== Goal of the exercise ==
Your answer should reproduce every line of the material in which the word "Avenue" occurs.

== Data shown ==
■ ■ ■ ■ ■
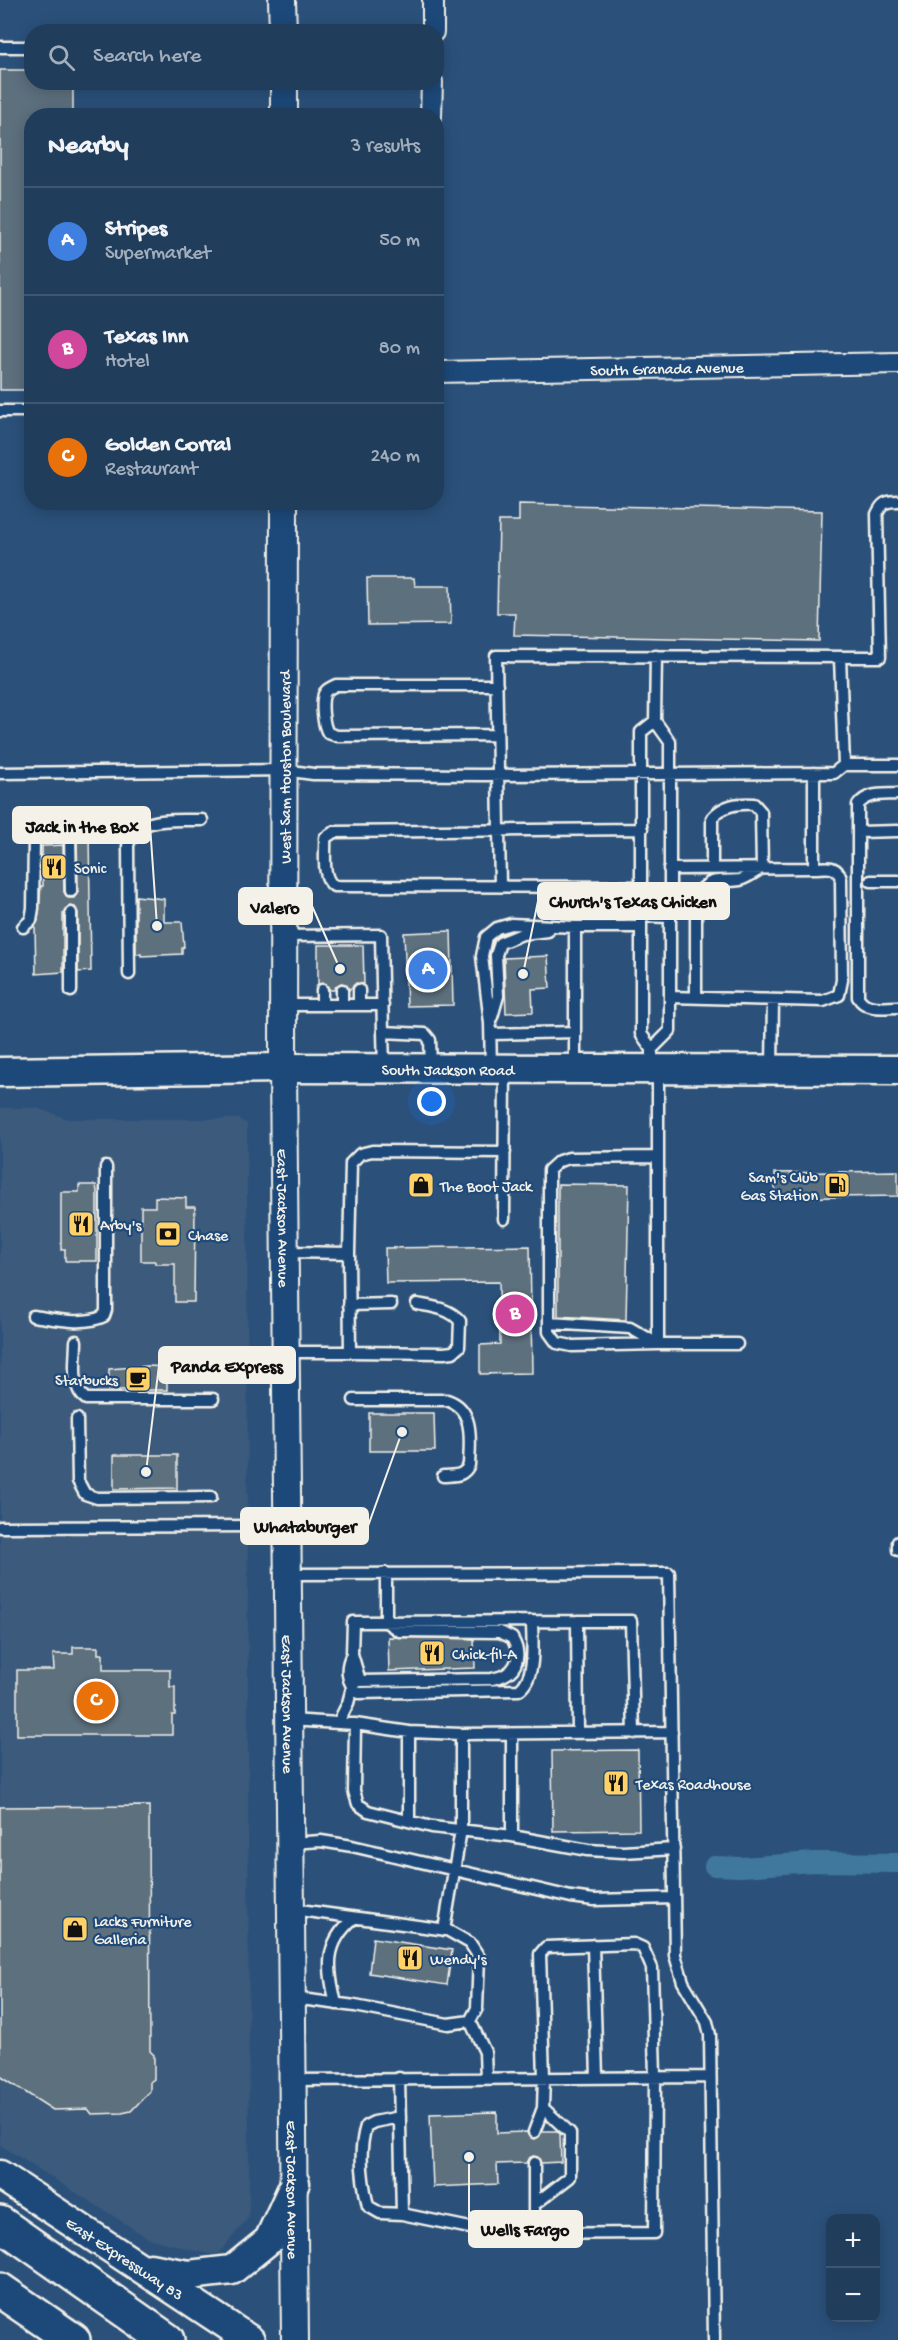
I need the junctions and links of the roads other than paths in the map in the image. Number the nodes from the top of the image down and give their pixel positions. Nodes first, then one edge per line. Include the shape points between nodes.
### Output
1 (282, 0) edge
2 (433, 0) edge
3 (283, 24) edge
4 (433, 24) edge
5 (0, 47) edge
6 (24, 47) edge
7 (284, 90) edge
8 (432, 90) edge
9 (284, 108) edge
10 (431, 108) edge
11 (898, 363) edge
12 (444, 372) edge
13 (0, 411) edge
14 (24, 411) edge
15 (898, 501) edge
16 (284, 510) edge
17 (656, 656) junction
18 (840, 657) junction
19 (497, 685) junction
20 (655, 721) junction
21 (497, 735) junction
22 (844, 765) junction
23 (898, 765) edge
24 (284, 770) junction
25 (0, 773) edge
26 (814, 773) junction
27 (642, 774) junction
28 (670, 774) junction
29 (498, 775) junction
30 (898, 794) edge
31 (202, 820) dead end
32 (642, 829) junction
33 (499, 830) junction
34 (898, 831) edge
35 (858, 832) junction
36 (669, 868) junction
37 (712, 868) junction
38 (762, 868) junction
39 (814, 868) junction
40 (872, 881) dead end
41 (898, 881) edge
42 (500, 886) junction
43 (642, 887) junction
44 (71, 891) dead end
45 (71, 913) dead end
46 (669, 917) junction
47 (641, 921) junction
48 (23, 927) dead end
49 (575, 927) junction
50 (284, 936) junction
51 (129, 974) dead end
52 (322, 990) dead end
53 (342, 990) dead end
54 (358, 990) dead end
55 (71, 991) dead end
56 (670, 997) junction
57 (696, 998) junction
58 (773, 1000) junction
59 (284, 1005) junction
60 (322, 1005) junction
61 (342, 1005) junction
62 (359, 1005) junction
63 (383, 1005) junction
64 (898, 1007) edge
65 (490, 1028) junction
66 (383, 1032) junction
67 (575, 1032) junction
68 (654, 1063) junction
69 (283, 1068) junction
70 (384, 1069) junction
71 (431, 1069) junction
72 (498, 1069) junction
73 (575, 1069) junction
74 (772, 1070) junction
75 (898, 1070) edge
76 (0, 1072) edge
77 (505, 1152) junction
78 (656, 1157) junction
79 (106, 1167) dead end
80 (504, 1219) dead end
81 (285, 1252) junction
82 (349, 1253) junction
83 (391, 1304) dead end
84 (417, 1304) dead end
85 (349, 1305) junction
86 (33, 1316) dead end
87 (549, 1323) junction
88 (76, 1341) dead end
89 (658, 1344) junction
90 (737, 1344) dead end
91 (286, 1352) junction
92 (350, 1352) junction
93 (213, 1399) dead end
94 (354, 1400) dead end
95 (77, 1419) dead end
96 (443, 1476) dead end
97 (211, 1497) dead end
98 (288, 1526) junction
99 (0, 1527) edge
100 (898, 1542) edge
101 (898, 1550) edge
102 (288, 1574) junction
103 (386, 1574) junction
104 (532, 1621) junction
105 (386, 1622) junction
106 (577, 1622) junction
107 (352, 1654) junction
108 (352, 1688) junction
109 (289, 1720) junction
110 (338, 1723) junction
111 (355, 1724) junction
112 (410, 1732) junction
113 (672, 1732) junction
114 (578, 1733) junction
115 (634, 1733) junction
116 (461, 1734) junction
117 (512, 1734) junction
118 (409, 1821) junction
119 (461, 1830) junction
120 (512, 1836) junction
121 (291, 1843) junction
122 (674, 1849) junction
123 (454, 1870) junction
124 (674, 1898) junction
125 (292, 1910) junction
126 (354, 1918) junction
127 (444, 1930) junction
128 (593, 1945) junction
129 (293, 1998) junction
130 (336, 2004) junction
131 (470, 2021) junction
132 (655, 2076) junction
133 (544, 2077) junction
134 (597, 2077) junction
135 (709, 2077) junction
136 (399, 2078) junction
137 (486, 2078) junction
138 (294, 2080) junction
139 (543, 2108) junction
140 (400, 2117) junction
141 (534, 2132) dead end
142 (534, 2163) dead end
143 (0, 2175) edge
144 (295, 2183) junction
145 (535, 2204) junction
146 (402, 2214) junction
147 (0, 2223) edge
148 (534, 2234) junction
149 (137, 2265) junction
150 (0, 2290) edge
151 (183, 2295) junction
152 (73, 2340) edge
153 (167, 2340) edge
154 (211, 2340) edge
155 (250, 2340) edge
156 (295, 2340) edge
157 (714, 2340) edge

1 - 3 street
2 - 4 street
5 - 6 lane
7 - 9 street
8 - 10 street
11 - 12 street, South Granada Avenue
13 - 14 lane
15 - 18 lane via 881,505 877,514 880,657
16 - 24 street, West Sam Houston Boulevard
17 - 18 lane
17 - 19 lane via 496,656
17 - 20 lane
18 - 22 lane
19 - 21 lane
19 - 21 lane via 336,685 324,695 325,728 337,736
20 - 27 lane via 640,732
20 - 28 lane via 670,742
21 - 29 lane
22 - 23 lane
22 - 26 lane via 834,773
24 - 25 lane
24 - 29 lane via 313,774
24 - 50 street, West Sam Houston Boulevard
26 - 28 lane
26 - 39 lane
27 - 28 lane
27 - 29 lane
27 - 32 lane
28 - 36 lane
29 - 33 lane
30 - 35 lane via 863,798 858,805
31 - 51 lane via 151,823 138,828 130,838
32 - 33 lane
32 - 43 lane
33 - 42 lane
33 - 42 lane via 334,832 326,838 326,877 334,886
34 - 35 lane
35 - 64 lane via 858,997 870,1007
36 - 37 lane
36 - 46 lane
37 - 38 lane
37 - 38 lane via 712,818 718,810 738,803 754,804 761,812
38 - 39 lane
38 - 57 lane via 742,880 715,880 696,896
39 - 58 lane via 834,867 841,879 842,980 838,995 823,1001
40 - 41 lane
42 - 43 lane
43 - 47 lane
44 - 48 lane via 70,836 59,827 45,828 35,835 33,908 31,920
45 - 55 lane
46 - 47 lane
46 - 56 lane
47 - 49 lane
47 - 68 lane via 641,1034
49 - 65 lane via 522,934 500,943 496,955 498,996
49 - 67 lane
50 - 59 street, West Sam Houston Boulevard
50 - 63 lane via 358,940 381,935
52 - 60 lane
53 - 61 lane
54 - 62 lane
56 - 57 lane
56 - 68 lane via 670,1031
57 - 58 lane
58 - 74 lane
59 - 60 lane
59 - 69 street, West Sam Houston Boulevard
60 - 61 lane
61 - 62 lane
62 - 63 lane
63 - 66 lane
65 - 67 lane
65 - 72 lane
66 - 70 lane
66 - 71 lane via 425,1034 430,1040
67 - 73 lane
68 - 73 main road, South Jackson Road
68 - 74 main road, South Jackson Road
68 - 78 lane
69 - 70 main road, South Jackson Road
69 - 76 main road, South Jackson Road
69 - 81 street, East Jackson Avenue
70 - 71 main road, South Jackson Road
71 - 72 main road, South Jackson Road
72 - 73 main road, South Jackson Road
72 - 77 lane
74 - 75 main road, South Jackson Road
77 - 80 lane
77 - 82 lane via 360,1154 351,1163
78 - 87 lane via 569,1158 549,1170
78 - 89 lane
79 - 86 lane via 104,1316 92,1321 65,1321
81 - 82 lane
81 - 91 street, East Jackson Avenue
82 - 85 lane
83 - 85 lane
84 - 92 lane via 446,1310 460,1320 459,1347 444,1353
85 - 92 lane
87 - 89 lane via 630,1328
87 - 89 lane via 549,1332 557,1342 572,1346
88 - 93 lane via 76,1385 86,1399
89 - 90 lane
91 - 92 lane
91 - 98 street, East Jackson Avenue
94 - 96 lane via 456,1402 465,1411 468,1422 469,1465 460,1475
95 - 97 lane via 78,1481 85,1494 97,1498
98 - 99 lane
98 - 102 street, East Jackson Avenue
100 - 101 lane
102 - 103 lane
102 - 109 street, East Jackson Avenue
103 - 105 lane
103 - 113 lane via 669,1573
104 - 105 lane
104 - 106 lane
104 - 108 lane via 530,1675 519,1690 359,1692
105 - 107 lane via 353,1622
105 - 107 lane via 399,1631 500,1632 515,1644 516,1667 492,1679 365,1681 358,1677
106 - 114 lane
106 - 115 lane via 631,1621
107 - 108 lane via 348,1661
108 - 110 lane
109 - 110 lane
109 - 121 street, East Jackson Avenue
110 - 111 lane
111 - 112 lane
111 - 118 lane via 354,1791 358,1804
112 - 116 lane
112 - 118 lane
113 - 115 lane
113 - 122 lane
114 - 115 lane
114 - 117 lane
116 - 117 lane
116 - 119 lane
117 - 120 lane
118 - 119 lane
119 - 120 lane
119 - 123 lane
120 - 122 lane via 588,1850
121 - 123 lane via 321,1841 352,1846
121 - 125 street, East Jackson Avenue
122 - 124 lane
123 - 124 lane via 594,1900
123 - 127 lane
124 - 135 lane via 678,1972 707,2022
125 - 126 lane
125 - 129 street, East Jackson Avenue
126 - 127 lane
126 - 130 lane via 333,1941 330,1969
127 - 131 lane via 470,1943 479,1957 477,2008
128 - 132 lane via 634,1944 643,1948 652,1968
128 - 133 lane via 546,1947 540,1954
128 - 134 lane
129 - 130 lane
129 - 138 street, East Jackson Avenue
130 - 131 lane via 448,2024
131 - 137 lane via 485,2052
132 - 134 lane
132 - 135 lane
132 - 148 lane via 654,2233
133 - 134 lane
133 - 137 lane
133 - 139 lane
135 - 157 lane
136 - 137 lane
136 - 138 lane
136 - 140 lane
138 - 144 street, East Jackson Avenue
139 - 141 lane
139 - 145 lane via 570,2133 570,2177
140 - 146 lane
140 - 146 lane via 366,2126 362,2159 368,2206 380,2213
142 - 145 lane
143 - 149 main road, East Expressway 83
144 - 149 main road via 269,2240 232,2270 189,2276
144 - 156 street, East Jackson Avenue
145 - 148 lane
146 - 148 lane via 499,2234
147 - 153 highway
149 - 151 main road, East Expressway 83
150 - 152 highway
151 - 154 main road
151 - 155 main road, East Expressway 83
■ ■ ■ ■ ■
== Finished task ==
11 - 12 street, South Granada Avenue
69 - 81 street, East Jackson Avenue
81 - 91 street, East Jackson Avenue
91 - 98 street, East Jackson Avenue
98 - 102 street, East Jackson Avenue
102 - 109 street, East Jackson Avenue
109 - 121 street, East Jackson Avenue
121 - 125 street, East Jackson Avenue
125 - 129 street, East Jackson Avenue
129 - 138 street, East Jackson Avenue
138 - 144 street, East Jackson Avenue
144 - 156 street, East Jackson Avenue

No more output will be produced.